• [Problem statement]: Look through the records below and collect all lines that hold the string "above".

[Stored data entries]
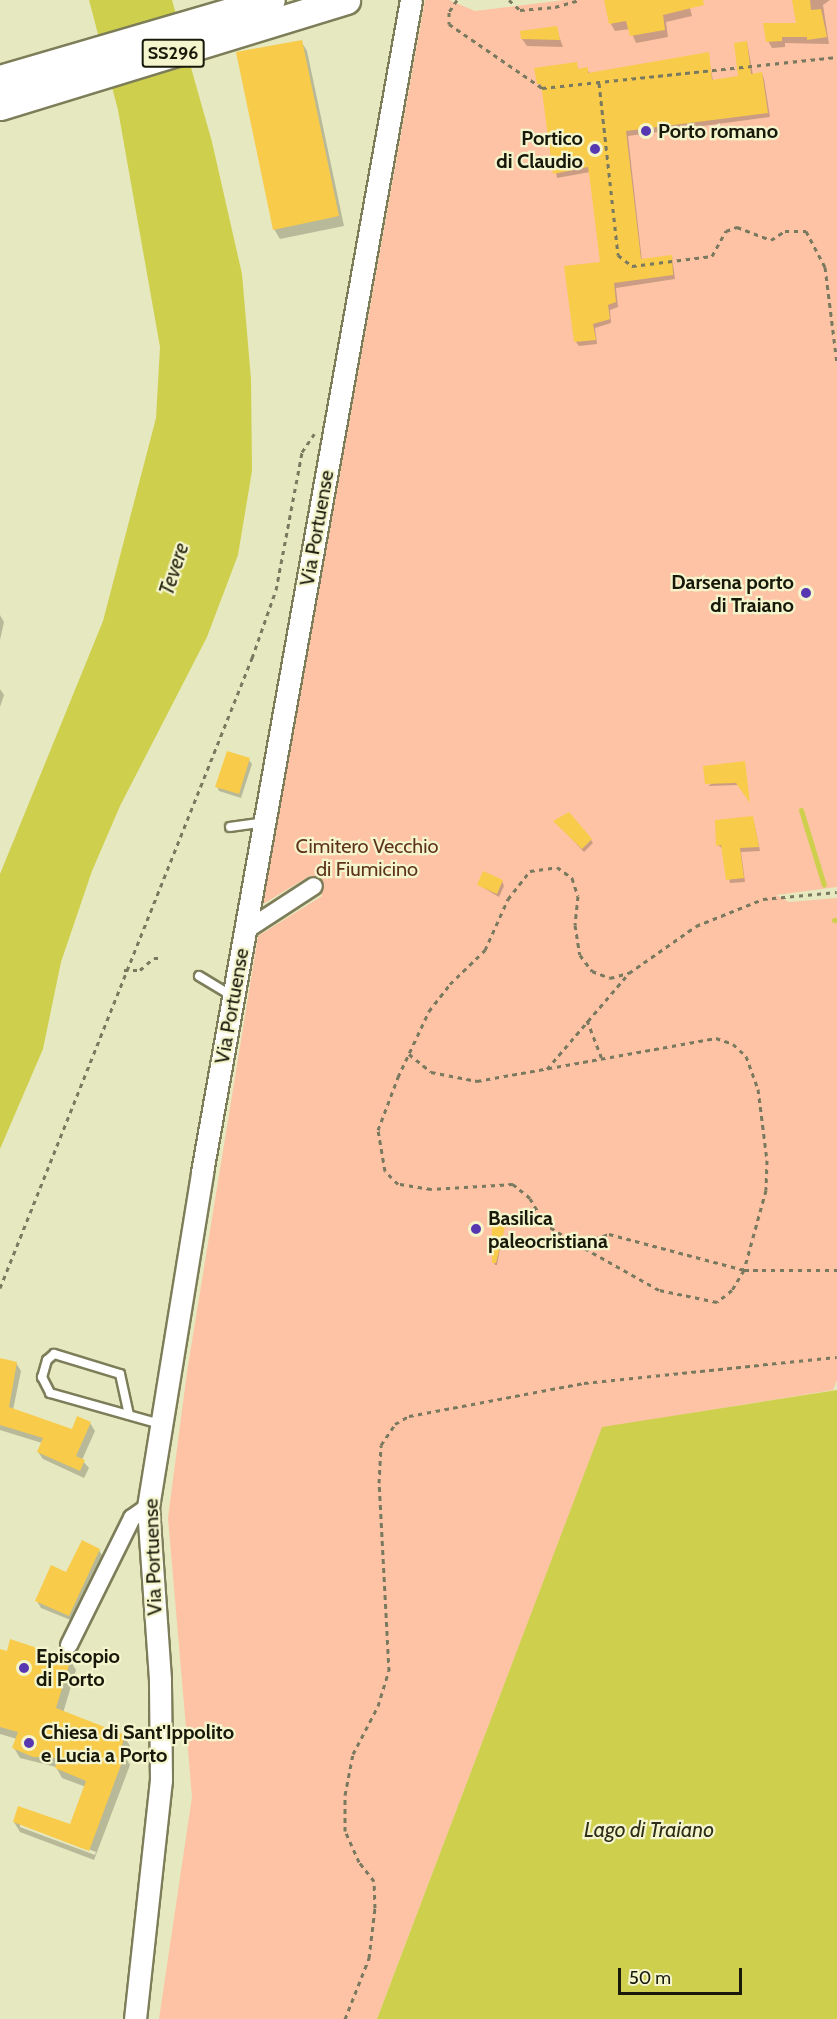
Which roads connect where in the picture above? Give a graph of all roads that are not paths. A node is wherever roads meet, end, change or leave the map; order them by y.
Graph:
1 (271, 0) edge
2 (346, 0) edge
3 (411, 0) edge
4 (0, 80) edge
5 (0, 106) edge
6 (264, 822) junction
7 (230, 827) dead end
8 (314, 886) dead end
9 (245, 931) junction
10 (199, 976) dead end
11 (233, 996) junction
12 (129, 1415) junction
13 (161, 1424) junction
14 (148, 1507) junction
15 (69, 1645) dead end
16 (135, 2019) edge

1 - 4 main road, SS296
2 - 5 main road, SS296
3 - 6 street, Via Portuense
6 - 7 lane
6 - 9 street, Via Portuense
8 - 9 street
9 - 11 street, Via Portuense
10 - 11 lane
11 - 13 street, Via Portuense
12 - 12 lane
12 - 13 lane
13 - 14 street, Via Portuense
14 - 15 street
14 - 16 street, Via Portuense

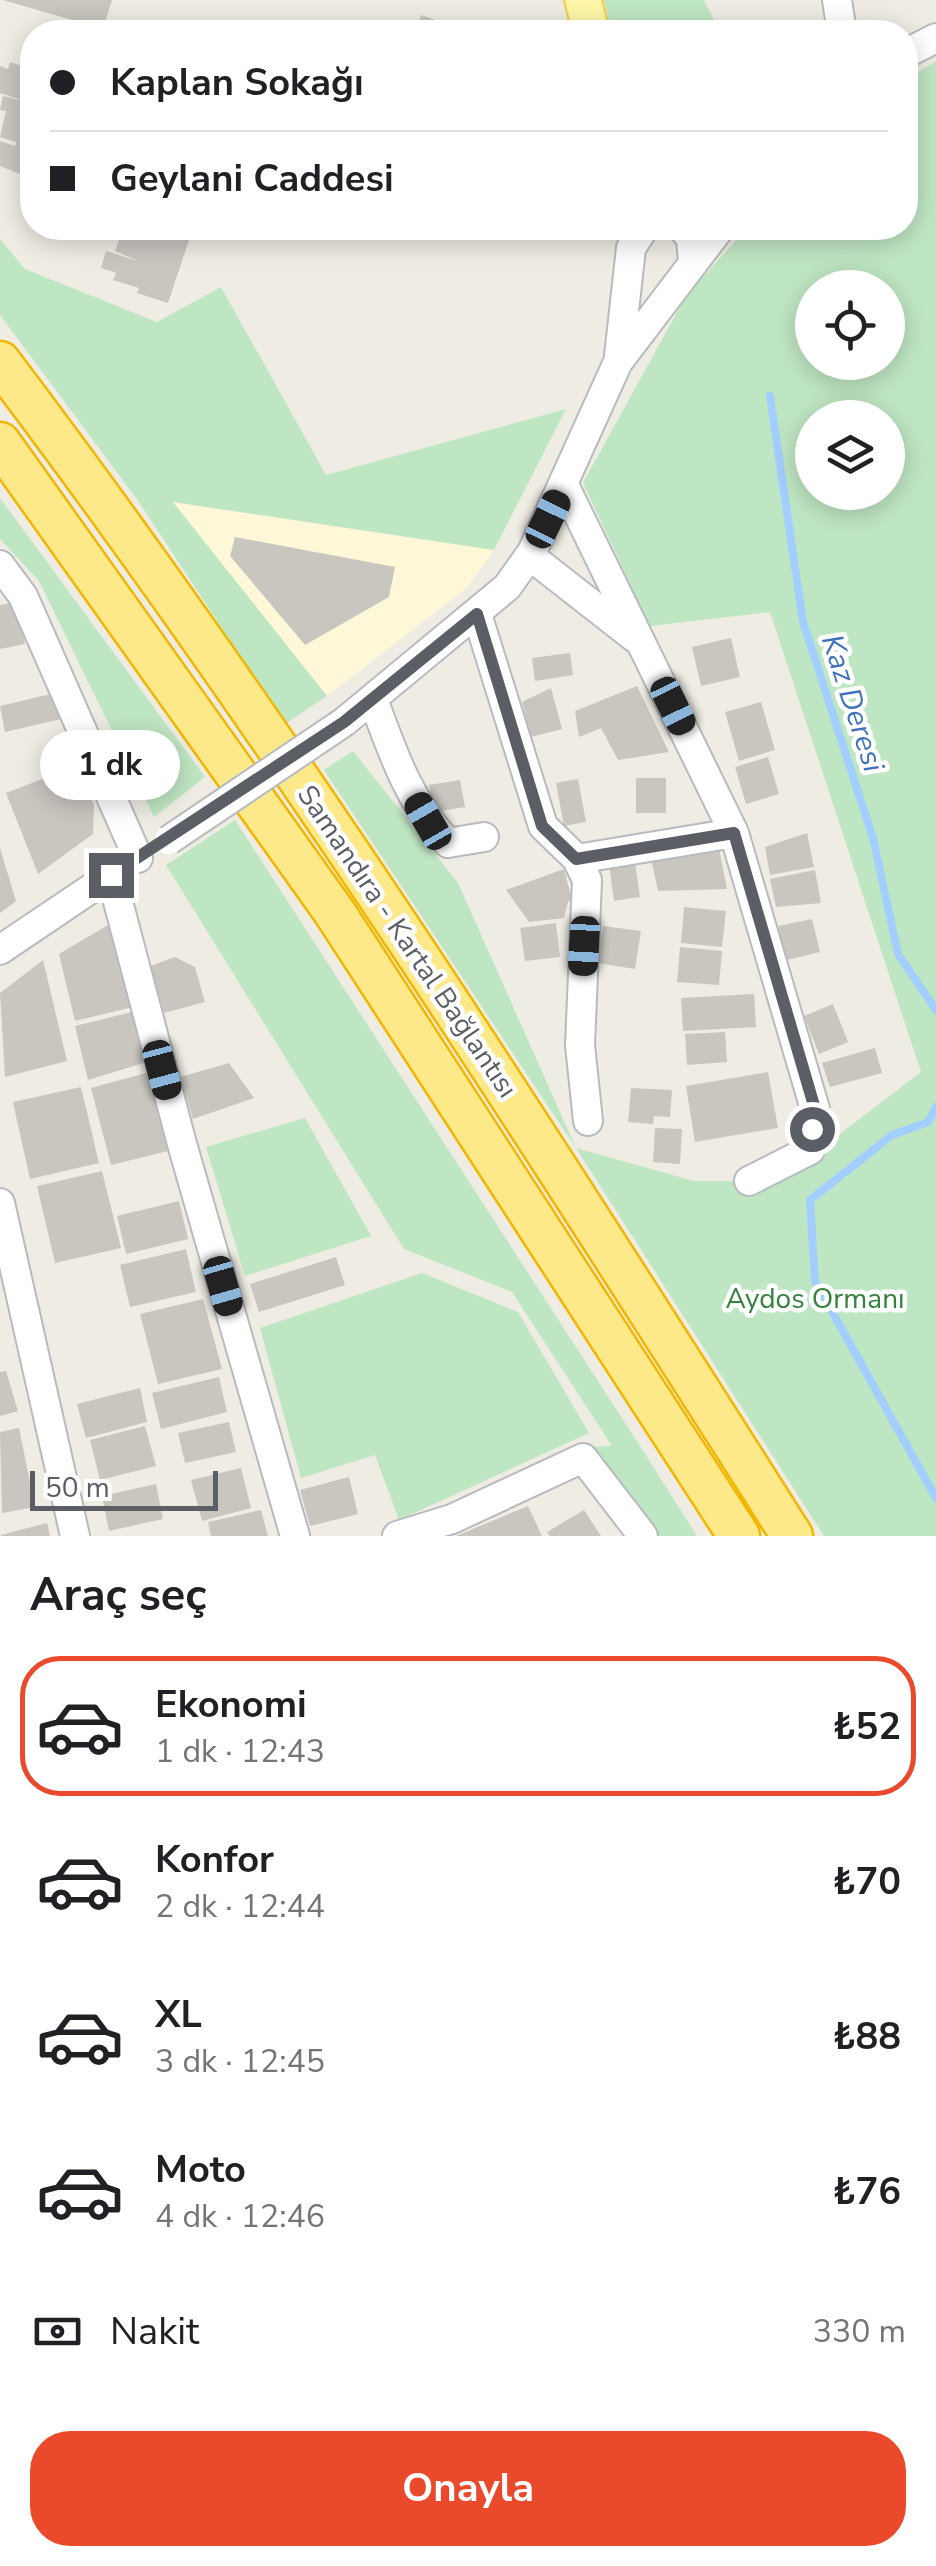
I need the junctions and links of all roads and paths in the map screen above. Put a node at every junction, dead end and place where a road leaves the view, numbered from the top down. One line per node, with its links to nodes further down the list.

• [Your solution]:
Which roads connect where in the picture above? Give a graph of all roads that are not paths. A node is wherever roads meet, end, change or leave the map; order them by y.
I need the junctions and links of all roads and paths in the map screen above. Put a node at every junction, dead end and place where a road leaves the view, numbered from the top down. One line per node, with its links to nodes further down the list.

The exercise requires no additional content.